A major problem with AI methods is that machine learning systems only ever deliver probability statements - and that is difficult to reconcile with safety-critical applications such as autonomous driving, where the highest possible level of safety must be demanded. Therefore, particularly high demands are placed on the testing and validation of such systems. Such methods are being developed, among others, in the "Dependable Systems Engineering" group of the AIT Center for Digital Safety and Security. In essence, the aim is to verify whether an AI is working correctly. To find out, an autonomous driving system is exposed to a critical situation with other cars or pedestrians in a simulation environment, for example, and can thus be tested under precisely defined conditions to determine whether the system in the vehicle reacts correctly. 
The more complex the systems to be tested become, the more the effort required for testing increases; the classic testing methods work less and less well in this context. Therefore, a second major research topic is the use of AI to improve verification and testing techniques. Important thrusts in further development are to make the procedures faster or to be able to better isolate and explain errors that occur. Optimizing such tests is also important in terms of balancing costs and benefits: In some cases, testing and verification account for 50 to 70 percent of the total development effort. 

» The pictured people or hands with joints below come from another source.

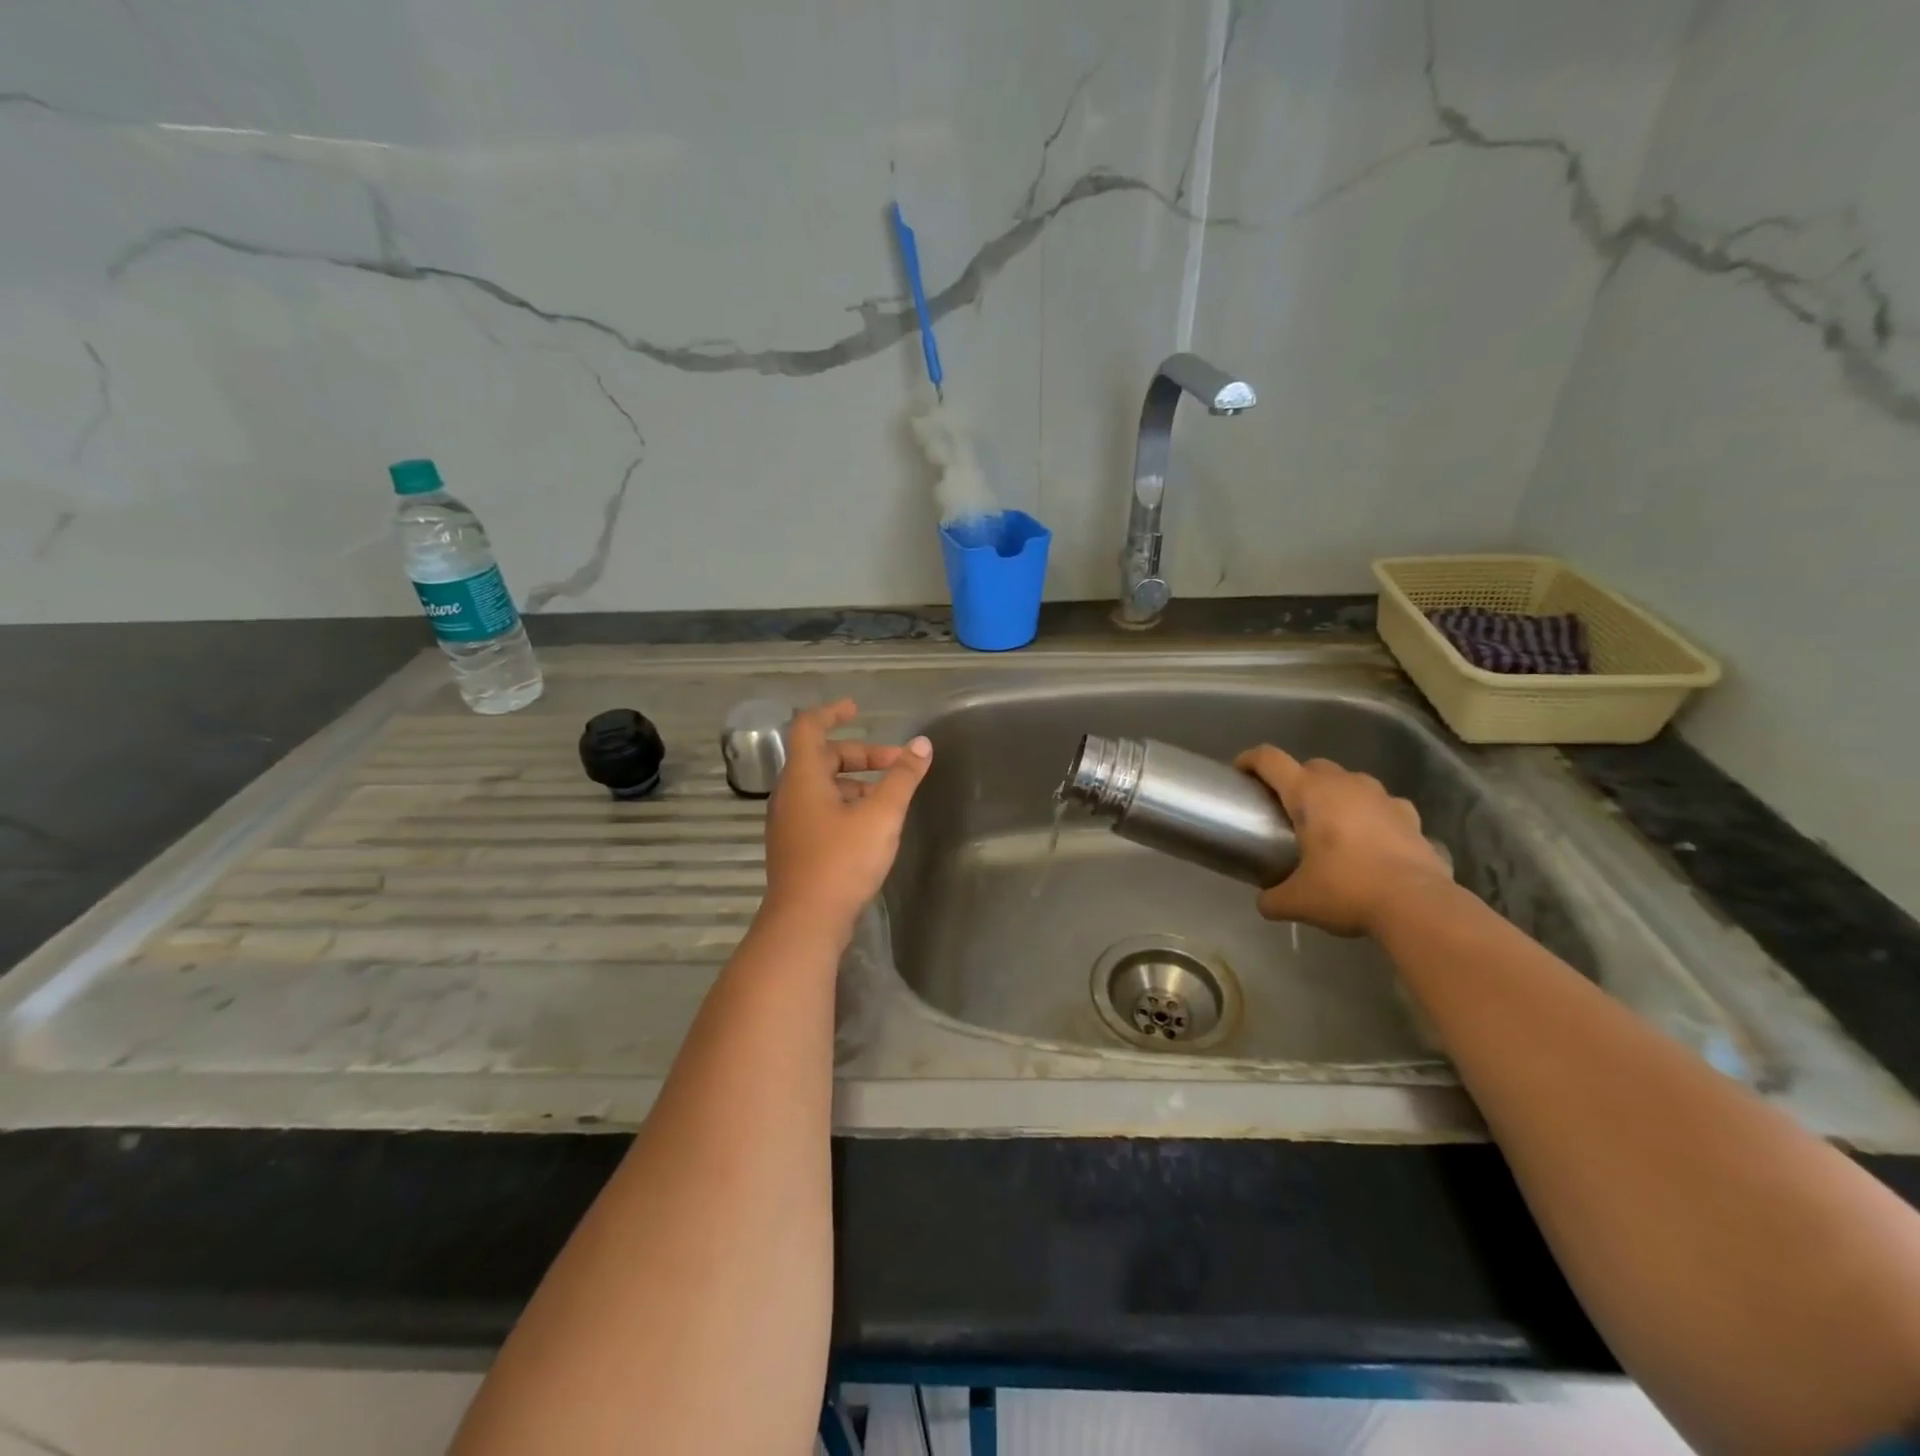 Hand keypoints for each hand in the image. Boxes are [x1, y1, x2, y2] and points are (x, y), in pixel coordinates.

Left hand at [761, 700, 932, 937]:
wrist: (805, 922)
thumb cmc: (842, 860)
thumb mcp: (881, 815)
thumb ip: (903, 777)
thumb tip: (922, 745)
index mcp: (803, 777)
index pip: (810, 727)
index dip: (832, 712)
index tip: (857, 708)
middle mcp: (789, 794)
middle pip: (822, 758)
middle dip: (862, 755)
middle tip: (898, 764)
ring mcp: (789, 822)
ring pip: (822, 787)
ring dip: (856, 783)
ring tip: (891, 798)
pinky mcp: (795, 847)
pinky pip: (820, 811)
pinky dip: (846, 805)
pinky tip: (871, 826)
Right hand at [1234, 746, 1452, 937]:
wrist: (1417, 904)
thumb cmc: (1347, 890)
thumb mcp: (1298, 901)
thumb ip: (1273, 898)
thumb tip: (1264, 902)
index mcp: (1308, 794)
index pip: (1270, 760)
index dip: (1249, 760)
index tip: (1239, 773)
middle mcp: (1344, 784)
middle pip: (1311, 765)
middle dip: (1296, 781)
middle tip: (1288, 811)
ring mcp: (1381, 796)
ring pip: (1349, 780)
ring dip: (1335, 794)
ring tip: (1331, 824)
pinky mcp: (1409, 814)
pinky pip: (1383, 804)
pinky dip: (1372, 814)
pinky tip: (1371, 838)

Machines of the future are not intended to replace humans, but to support them. The goal here is to combine the respective strengths of humans and machines. Intelligent machines can relieve humans of strenuous, dangerous and monotonous work and make production processes more efficient, flexible, sustainable and resilient. Humans can concentrate on more complex, supervisory or creative activities and act in terms of holistic problem solving. The technical processes are thereby aligned with the needs and necessities of humans. 
The AIT Austrian Institute of Technology is hosting a discussion event with leading experts in this field on November 7, 2022 (2-4 p.m.) at the "Berlin Science Week" at the Einstein Center Digital Future (Wilhelmstraße 67): Andreas Kugi (TU Vienna, AIT), Lydia Kaiser (TU Berlin), Matthias Scheutz (Tufts University, AIT), Elisabeth André (University of Augsburg), Manfred Tscheligi (University of Salzburg, AIT), and Johannes Winter (L3S).
The panel discussion aims to provide concrete answers on how intelligent machines can help in addressing future challenges, such as resource conservation, climate protection, or labor scarcity. All interested parties are cordially invited to actively participate in this discussion.